### Work to complete
Copy every line of the entries that has the string "covering" in it.

*** Begin section ***

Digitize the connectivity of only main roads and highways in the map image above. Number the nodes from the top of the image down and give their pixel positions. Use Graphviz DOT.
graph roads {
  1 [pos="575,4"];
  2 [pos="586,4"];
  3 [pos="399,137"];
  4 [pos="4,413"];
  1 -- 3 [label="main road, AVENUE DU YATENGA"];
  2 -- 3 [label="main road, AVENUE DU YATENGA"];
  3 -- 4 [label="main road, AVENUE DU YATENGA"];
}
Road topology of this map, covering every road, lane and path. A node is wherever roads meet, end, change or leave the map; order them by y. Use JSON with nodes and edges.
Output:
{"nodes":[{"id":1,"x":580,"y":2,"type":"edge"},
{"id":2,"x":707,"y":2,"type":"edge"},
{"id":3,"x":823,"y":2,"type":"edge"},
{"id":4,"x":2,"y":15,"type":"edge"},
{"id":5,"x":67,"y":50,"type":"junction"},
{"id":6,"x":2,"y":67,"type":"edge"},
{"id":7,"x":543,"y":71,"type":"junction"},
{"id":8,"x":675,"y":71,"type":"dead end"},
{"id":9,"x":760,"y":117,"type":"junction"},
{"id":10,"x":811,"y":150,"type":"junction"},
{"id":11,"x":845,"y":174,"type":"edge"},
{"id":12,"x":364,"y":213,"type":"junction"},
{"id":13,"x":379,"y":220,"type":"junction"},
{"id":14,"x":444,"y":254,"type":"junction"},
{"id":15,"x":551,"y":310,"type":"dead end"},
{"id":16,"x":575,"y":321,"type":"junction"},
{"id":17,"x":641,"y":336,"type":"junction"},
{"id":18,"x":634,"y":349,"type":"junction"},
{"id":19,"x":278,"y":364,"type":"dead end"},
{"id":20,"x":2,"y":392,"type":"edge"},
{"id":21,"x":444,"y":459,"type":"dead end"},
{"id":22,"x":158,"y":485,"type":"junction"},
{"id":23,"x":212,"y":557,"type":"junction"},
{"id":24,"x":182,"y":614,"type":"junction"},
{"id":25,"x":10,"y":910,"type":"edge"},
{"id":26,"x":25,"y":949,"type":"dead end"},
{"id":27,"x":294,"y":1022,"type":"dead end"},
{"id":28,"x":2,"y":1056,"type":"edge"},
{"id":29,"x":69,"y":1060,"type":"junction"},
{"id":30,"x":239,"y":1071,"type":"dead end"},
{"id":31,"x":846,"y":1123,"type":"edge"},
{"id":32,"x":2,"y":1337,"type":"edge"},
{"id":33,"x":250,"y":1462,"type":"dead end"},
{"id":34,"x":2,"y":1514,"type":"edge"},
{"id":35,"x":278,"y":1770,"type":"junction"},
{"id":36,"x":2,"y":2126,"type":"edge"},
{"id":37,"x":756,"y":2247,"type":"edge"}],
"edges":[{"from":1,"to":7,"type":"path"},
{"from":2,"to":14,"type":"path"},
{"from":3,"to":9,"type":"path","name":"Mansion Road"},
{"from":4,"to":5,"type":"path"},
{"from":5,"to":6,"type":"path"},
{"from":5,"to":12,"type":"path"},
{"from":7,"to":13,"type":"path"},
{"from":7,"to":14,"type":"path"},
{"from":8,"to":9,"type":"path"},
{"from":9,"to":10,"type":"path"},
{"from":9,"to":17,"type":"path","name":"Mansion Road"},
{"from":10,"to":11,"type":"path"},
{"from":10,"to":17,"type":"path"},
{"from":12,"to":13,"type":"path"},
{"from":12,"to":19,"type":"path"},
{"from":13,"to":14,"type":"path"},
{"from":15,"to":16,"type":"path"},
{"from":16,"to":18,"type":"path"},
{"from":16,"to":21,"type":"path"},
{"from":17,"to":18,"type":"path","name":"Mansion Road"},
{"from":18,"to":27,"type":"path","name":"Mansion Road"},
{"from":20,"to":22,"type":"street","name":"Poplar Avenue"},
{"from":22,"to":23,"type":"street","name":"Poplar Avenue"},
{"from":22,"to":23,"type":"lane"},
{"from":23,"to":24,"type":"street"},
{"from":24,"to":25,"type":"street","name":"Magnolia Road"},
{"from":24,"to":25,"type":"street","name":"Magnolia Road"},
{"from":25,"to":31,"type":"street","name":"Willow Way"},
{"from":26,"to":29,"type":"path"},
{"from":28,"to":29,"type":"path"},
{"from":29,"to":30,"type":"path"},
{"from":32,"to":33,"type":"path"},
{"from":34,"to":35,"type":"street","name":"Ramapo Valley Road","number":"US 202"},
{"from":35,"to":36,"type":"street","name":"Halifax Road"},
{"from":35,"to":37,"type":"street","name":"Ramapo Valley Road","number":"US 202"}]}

*** End section ***
*** Begin section ***

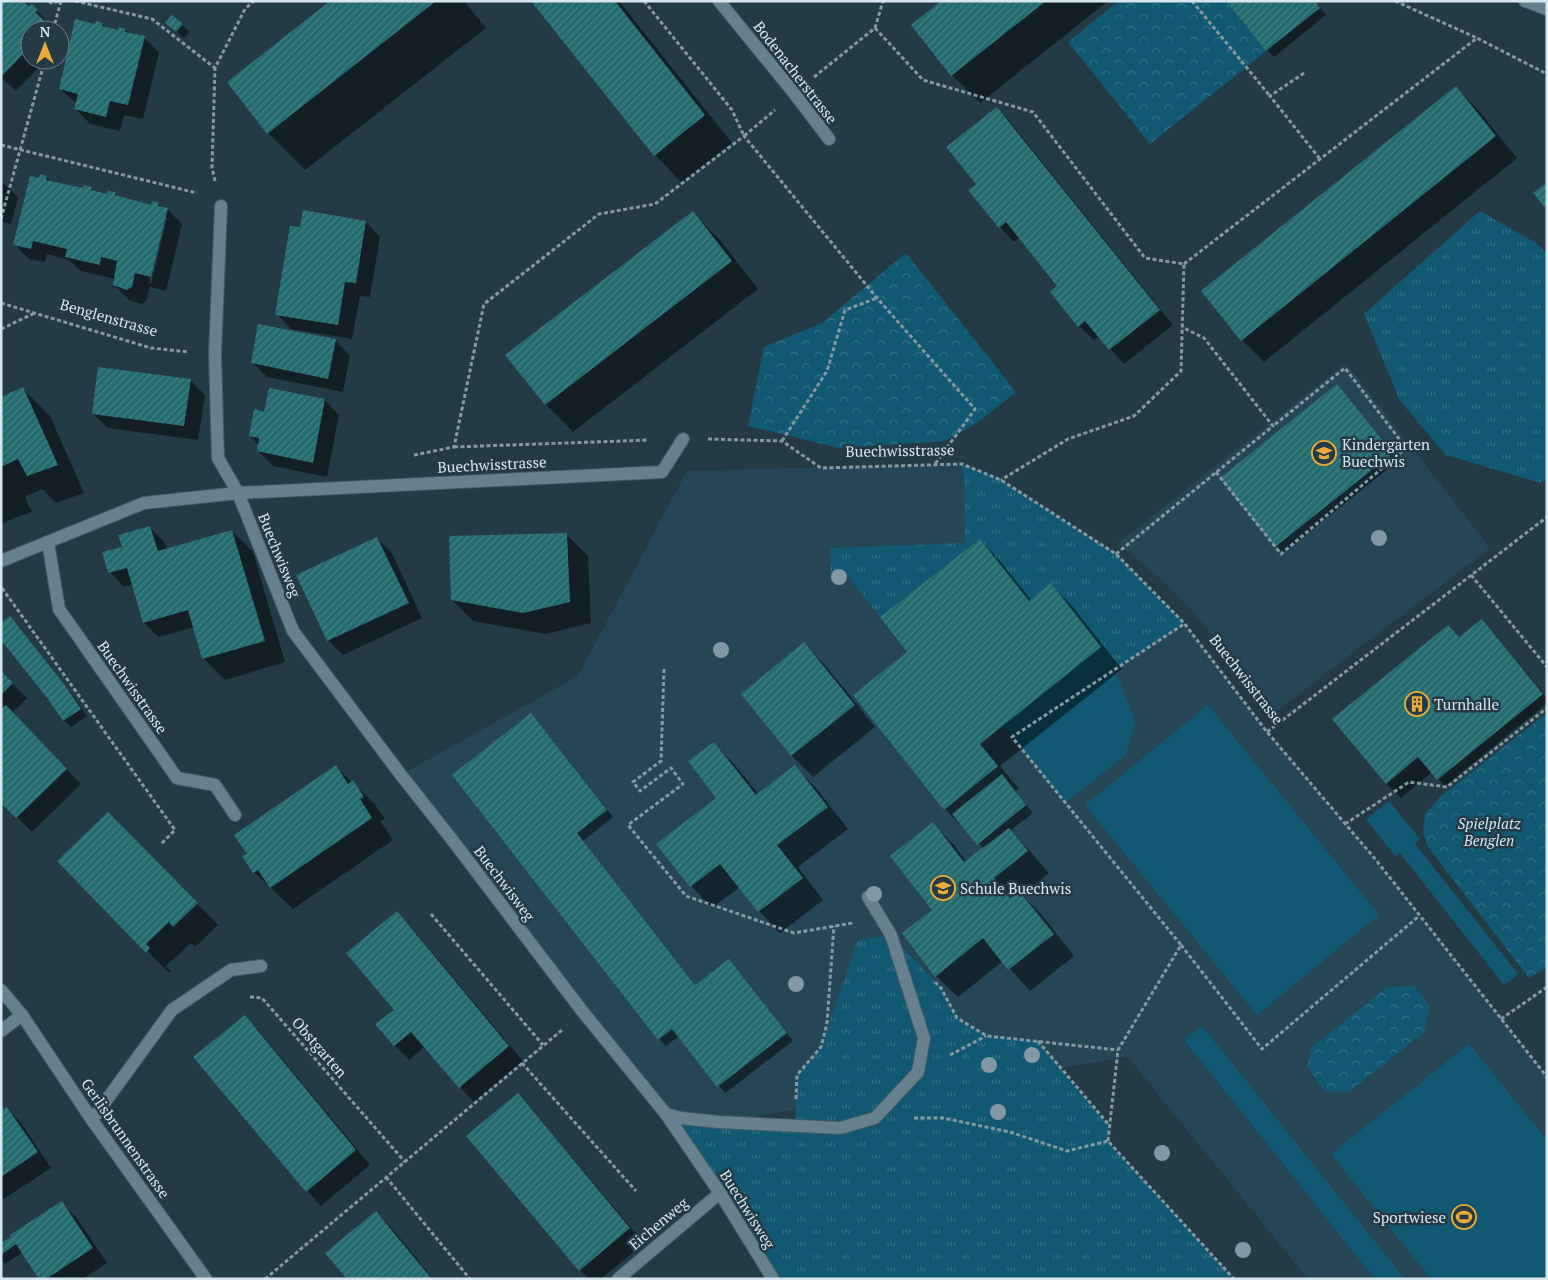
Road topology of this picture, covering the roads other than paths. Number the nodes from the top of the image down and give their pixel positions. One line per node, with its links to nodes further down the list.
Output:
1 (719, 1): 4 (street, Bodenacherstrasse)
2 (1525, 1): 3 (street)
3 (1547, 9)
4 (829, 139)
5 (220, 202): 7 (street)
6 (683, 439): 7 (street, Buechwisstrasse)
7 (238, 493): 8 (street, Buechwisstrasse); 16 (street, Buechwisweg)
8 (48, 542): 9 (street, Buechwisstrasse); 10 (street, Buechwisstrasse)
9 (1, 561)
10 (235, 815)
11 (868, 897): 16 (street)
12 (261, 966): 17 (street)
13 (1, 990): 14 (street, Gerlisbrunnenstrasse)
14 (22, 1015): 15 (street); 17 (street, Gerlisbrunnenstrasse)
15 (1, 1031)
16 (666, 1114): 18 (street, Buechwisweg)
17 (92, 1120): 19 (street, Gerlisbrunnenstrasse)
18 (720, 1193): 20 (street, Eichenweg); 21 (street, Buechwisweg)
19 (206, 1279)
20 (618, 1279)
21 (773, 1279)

*** End section ***

### Task output
Road topology of this map, covering every road, lane and path. A node is wherever roads meet, end, change or leave the map; order them by y. Use JSON with nodes and edges.
Road topology of this picture, covering the roads other than paths. Number the nodes from the top of the image down and give their pixel positions. One line per node, with its links to nodes further down the list.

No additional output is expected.